With the 2016 Summer Olympics in Rio de Janeiro only 99 days away, Brazil is a pressure cooker. The economy is in freefall, President Dilma Rousseff is embroiled in a vicious impeachment battle, the political class in Brazil has turned democracy into a game show and duelling protesters are filling the streets. Braided political and economic crises have overshadowed the Olympic circus maximus already hurtling toward the city.
Olympic preparations are lagging, so officials from the International Olympic Committee have rolled up their sleeves to help erect the circus tents. After the IOC’s coordination commission visit to Rio last week, one official admitted, “there are thousands of details still to manage.” But there’s one major task that the IOC should add to its list: securing peacekeepers from the United Nations to engage in human rights monitoring both in the lead-up, during and after the Rio games.
Rio 2016 organisers have vowed to flood the streets with police to keep the peace. The Rio Olympics will feature 85,000 security officials — twice as many as the 2012 London Games and just over half the number of US troops stationed in Iraq at the war’s peak. This massive force will secure the city for the IOC, bringing the latest weaponry and an antagonistic view toward protest.
Of course, security is required for an event of this magnitude. But in Rio, security forces are precisely the problem. A 2015 Amnesty International report revealed that Rio police had killed at least 1,500 people in the previous five years. Many of the deaths were “extrajudicial executions” occurring after the victim had surrendered or was already injured.
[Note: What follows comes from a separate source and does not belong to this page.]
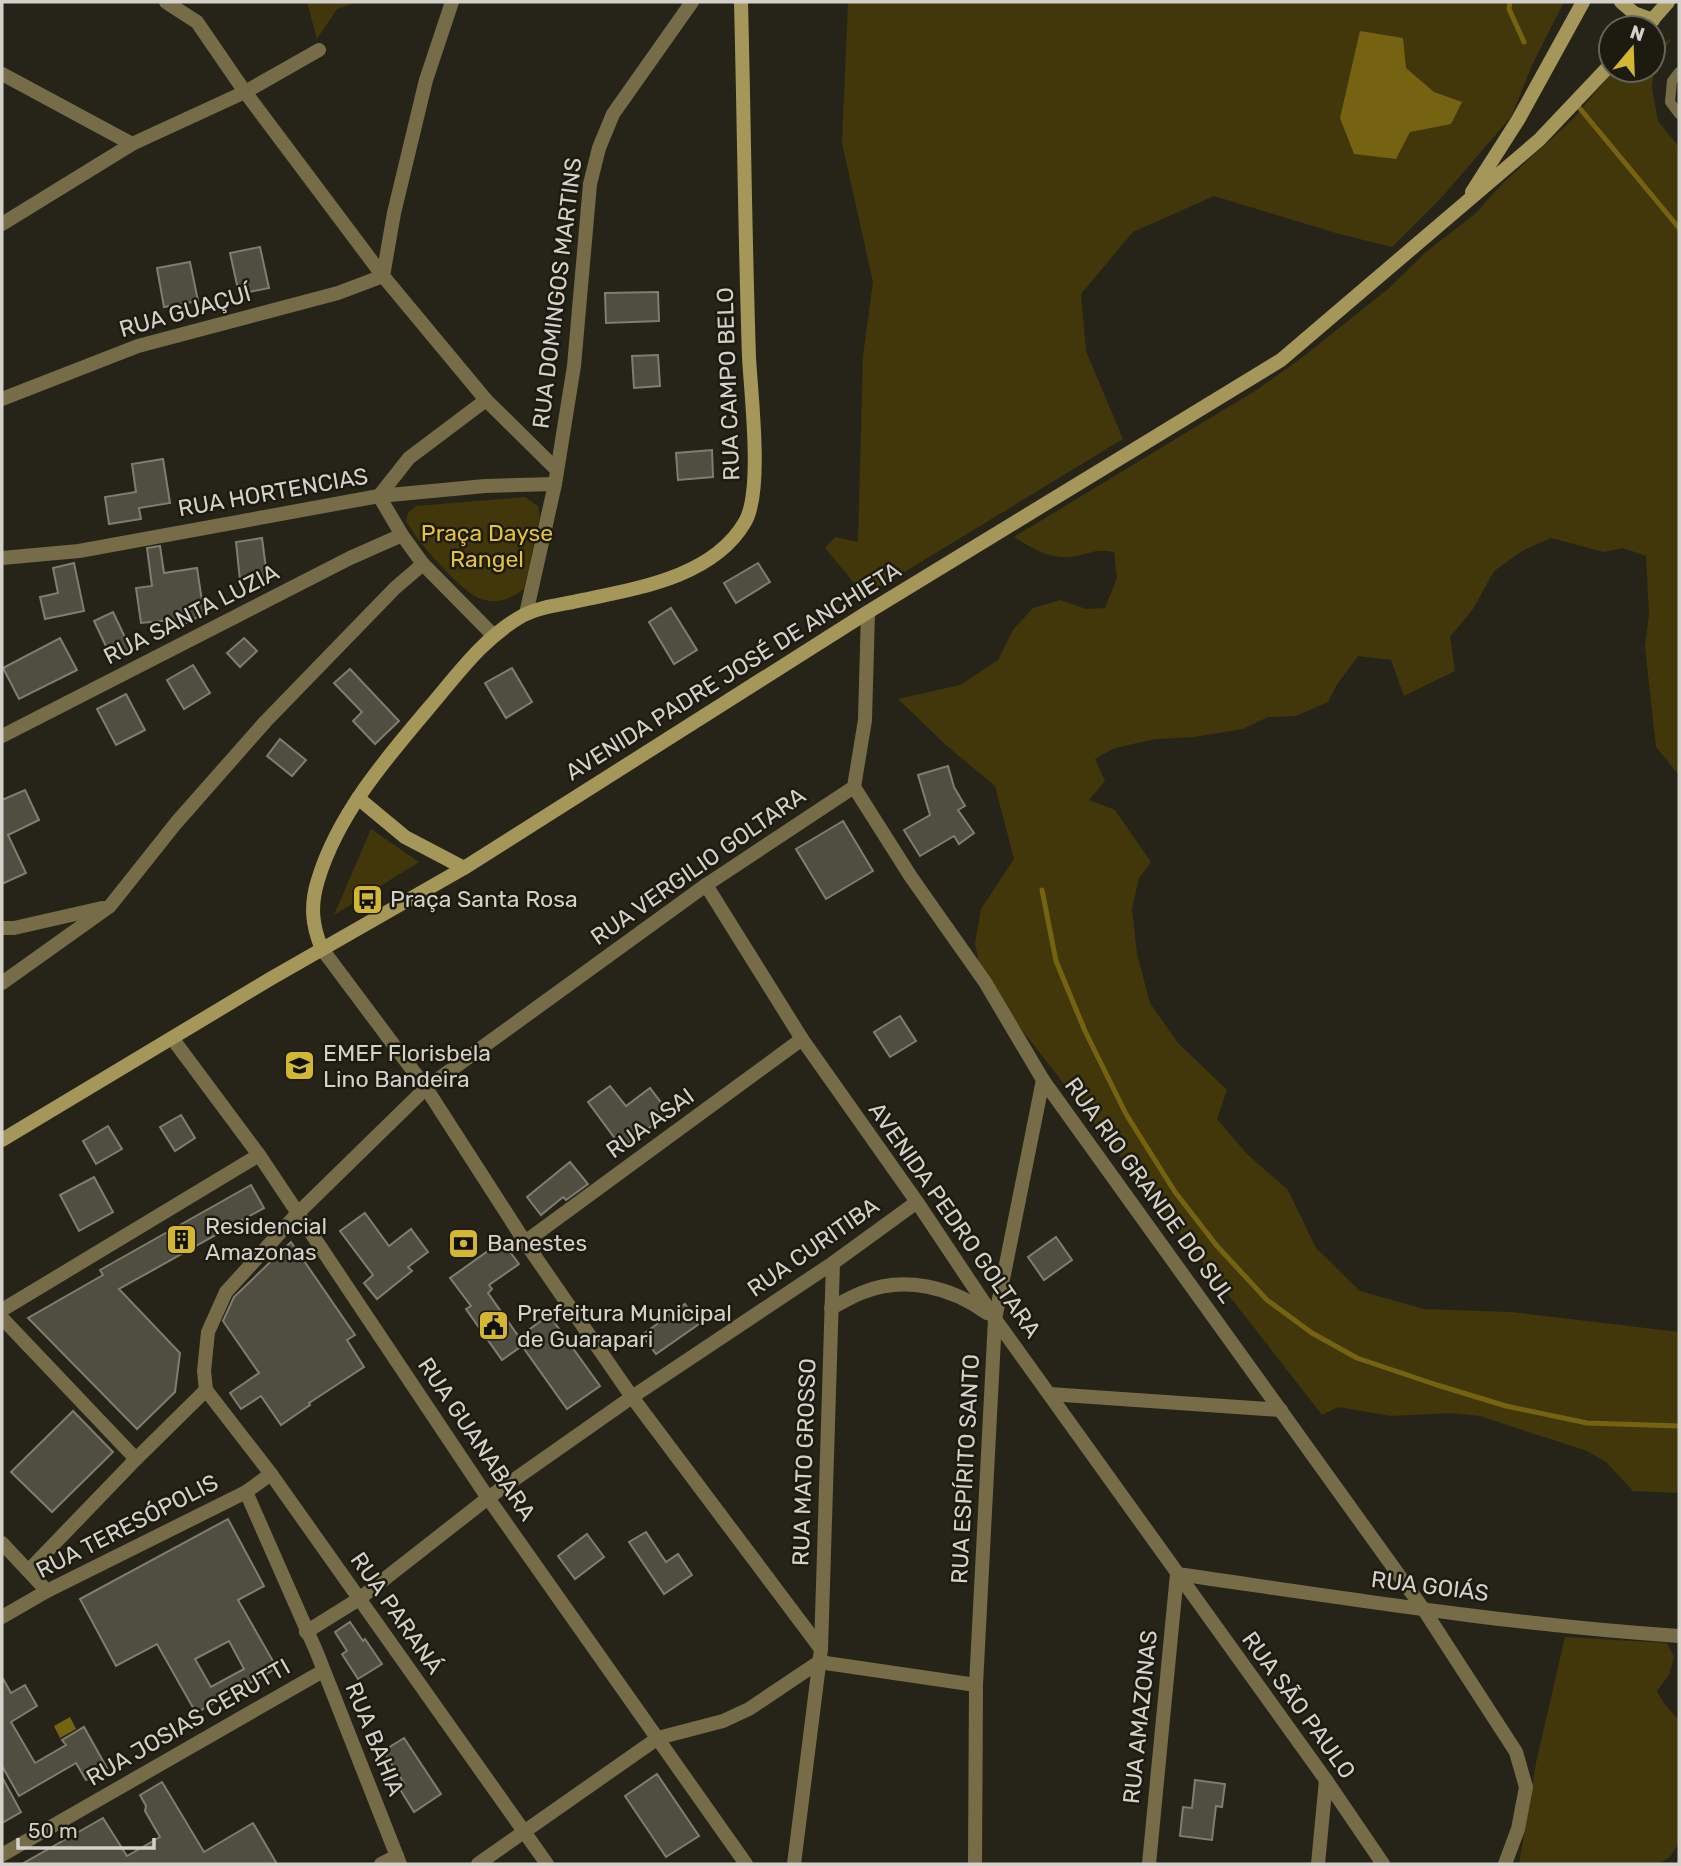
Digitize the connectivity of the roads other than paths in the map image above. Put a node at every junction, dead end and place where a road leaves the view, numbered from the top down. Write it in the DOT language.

And Rio’s police also have a history of mass killings during sporting events. In the month leading up to the 2007 Pan American Games, police killed as many as 40 people in Rio’s Complexo do Alemão. During the 2013 Confederations Cup, police killed at least nine residents of the slum-like Maré favela complex and blasted bullets into the neighbourhood from helicopters. Enter the United Nations. These days UN peacekeepers don’t just engage in traditional missions intervening in inter-state conflict. They also carry out human rights monitoring, and this is exactly what is needed in Rio.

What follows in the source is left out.